Following last year’s Women’s March, the Celmatix team got to work to set standards for women’s reproductive health

Alongside countless crucial social media campaigns happening today–including sexual assault awareness hashtags such as #MeToo and #TimesUp–a company has raised awareness for fertility through the program #SaytheFword.  An article by Forbes explains the movement and provides details on the company:

  • What does Celmatix do? How does the company benefit fertility?
  • How did founder Piraye Beim create such a movement?
  • What are the details behind the campaign and how has it already been successful?

The Company: What does Celmatix do?

Celmatix released the Fertilome test in 2016 following seven years of research.  According to the article, this announcement was “the first comprehensive genetic test that reveals how a woman’s genes influence her reproductive health.”  While it is still a young program, statistics show that almost 100,000 women have benefitted from the test, and “the first babies conceived using treatment protocol changes informed by the Fertilome test are due later in 2018”, contributing to an exciting future of the company.

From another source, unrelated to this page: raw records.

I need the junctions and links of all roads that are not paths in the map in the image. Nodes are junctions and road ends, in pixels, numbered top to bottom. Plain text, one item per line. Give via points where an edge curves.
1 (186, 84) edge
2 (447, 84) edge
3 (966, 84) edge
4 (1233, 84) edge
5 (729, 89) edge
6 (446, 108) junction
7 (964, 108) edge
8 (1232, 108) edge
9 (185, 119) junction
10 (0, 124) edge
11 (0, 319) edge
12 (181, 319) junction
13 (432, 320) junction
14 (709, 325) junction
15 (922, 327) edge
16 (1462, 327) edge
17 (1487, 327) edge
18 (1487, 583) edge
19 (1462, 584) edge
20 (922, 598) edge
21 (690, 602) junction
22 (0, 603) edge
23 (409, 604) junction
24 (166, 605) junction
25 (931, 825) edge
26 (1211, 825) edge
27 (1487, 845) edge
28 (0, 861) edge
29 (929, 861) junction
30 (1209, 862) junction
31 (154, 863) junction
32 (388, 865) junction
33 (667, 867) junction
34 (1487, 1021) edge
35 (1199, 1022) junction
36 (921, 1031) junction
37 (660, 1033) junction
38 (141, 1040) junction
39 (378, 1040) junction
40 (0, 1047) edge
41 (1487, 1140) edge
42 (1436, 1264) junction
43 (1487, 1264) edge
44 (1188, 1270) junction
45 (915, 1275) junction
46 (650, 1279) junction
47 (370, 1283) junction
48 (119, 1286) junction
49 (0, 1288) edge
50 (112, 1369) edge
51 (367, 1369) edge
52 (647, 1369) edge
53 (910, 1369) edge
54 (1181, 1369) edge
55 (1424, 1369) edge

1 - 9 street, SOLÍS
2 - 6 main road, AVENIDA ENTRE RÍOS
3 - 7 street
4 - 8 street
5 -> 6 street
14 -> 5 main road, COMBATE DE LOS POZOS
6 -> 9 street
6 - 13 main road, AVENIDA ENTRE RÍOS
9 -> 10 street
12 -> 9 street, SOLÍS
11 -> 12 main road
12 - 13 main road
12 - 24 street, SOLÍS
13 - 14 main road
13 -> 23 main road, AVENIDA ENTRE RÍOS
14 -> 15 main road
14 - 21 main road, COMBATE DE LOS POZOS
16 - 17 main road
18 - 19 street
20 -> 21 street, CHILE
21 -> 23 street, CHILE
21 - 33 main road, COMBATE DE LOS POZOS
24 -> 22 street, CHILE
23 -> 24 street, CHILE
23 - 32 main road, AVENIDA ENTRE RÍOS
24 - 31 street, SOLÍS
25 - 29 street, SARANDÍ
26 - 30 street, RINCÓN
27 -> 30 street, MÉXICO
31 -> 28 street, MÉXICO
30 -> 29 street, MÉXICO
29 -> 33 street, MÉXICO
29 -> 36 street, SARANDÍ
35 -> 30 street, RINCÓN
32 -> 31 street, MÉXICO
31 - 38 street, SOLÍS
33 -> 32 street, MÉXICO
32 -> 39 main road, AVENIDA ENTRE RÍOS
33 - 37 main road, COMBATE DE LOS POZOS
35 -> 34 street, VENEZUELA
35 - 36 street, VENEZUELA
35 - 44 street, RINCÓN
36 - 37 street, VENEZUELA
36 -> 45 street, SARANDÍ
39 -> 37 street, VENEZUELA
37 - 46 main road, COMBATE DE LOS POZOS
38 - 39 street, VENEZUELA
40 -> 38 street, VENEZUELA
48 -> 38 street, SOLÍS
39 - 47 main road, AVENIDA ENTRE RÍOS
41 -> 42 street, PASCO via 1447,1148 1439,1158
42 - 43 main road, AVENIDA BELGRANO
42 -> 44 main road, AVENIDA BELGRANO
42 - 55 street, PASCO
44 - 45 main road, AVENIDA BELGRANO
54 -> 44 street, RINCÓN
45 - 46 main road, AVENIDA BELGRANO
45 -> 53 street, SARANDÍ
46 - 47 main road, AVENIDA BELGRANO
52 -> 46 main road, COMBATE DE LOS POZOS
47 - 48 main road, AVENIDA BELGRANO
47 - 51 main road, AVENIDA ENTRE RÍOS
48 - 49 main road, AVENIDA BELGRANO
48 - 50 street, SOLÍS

The founder, Piraye Beim, has assisted raising $61.6 million for the company, which will continue to go towards more research and genetic testing for mothers and soon-to-be-mothers allow them to make informed decisions about their fertility and reproduction:

“I’m very proud of what we’ve done scientifically and as a business bringing women new health insights, but it’s not enough,” said Beim, “Our work won’t be done until we can help people feel comfortable accessing this information, using it to take proactive control of their health and talking about it because there is no longer a stigma.”

 

The Founder: Beim

Beim’s connection to the company and to the research is personal, as she was diagnosed with diminished ovarian reserve, a “condition that comprises a woman’s fertility over time.”  As a result of the diagnosis but still a want for children, she had three children in four years with her husband, which included fertility struggles such as a miscarriage with the first pregnancy.

“I started the company as a scientist, but after hearing from hundreds of women and going through my own fertility journey, I really started to understand how pervasive the guilt is around reproductive health, she said, “It’s all come full circle for me.”

This journey started at the University of Cambridge, where during her postdoc education she learned that no company or doctor was “championing the mission” of utilizing genetic data to provide women with crucial information on their reproductive health.  This realization caused her to end her studies early and join forces with her grad school roommate and now co-founder Laura Towart to start the company from New York.

 

The Campaign: Behind #SaytheFword

In her “Why I #SaytheFword” blog, she notes her aforementioned miscarriage as the reason for starting the company and later the hashtag to promote transparency and to reduce misconceptions about fertility.  She aims to “[start] a conversation” about fertility and the less-than-talked-about emotional aspects that deeply affected individuals. According to the article, “the team hopes that rather than feeling ashamed about having difficulty conceiving, needing fertility treatments, or deciding to freeze their eggs, women will feel empowered to use new data to achieve their fertility goals, whatever they may be.”

The campaign was started in mid-January of this year, with a Celmatix promise to donate $1 for every pledge.  Since then, successful partnerships have been made with powerhouse companies for fertility women’s rights, including Planned Parenthood, RESOLVE, the Women’s March and the Endometriosis Foundation of America.

With its supporters, campaign aims to share stories like Beim’s but as “a simple mechanism” to spread awareness, asking both men and women to spread statements such as “I #SaytheFword because fertility is important to me.”

 

In summation, Beim and her team aim to grow the movement to continue to shed light on a stigmatized subject, along with inspiring more young girls to become scientists and more women to take their passions and grow them into businesses as entrepreneurs with great cause.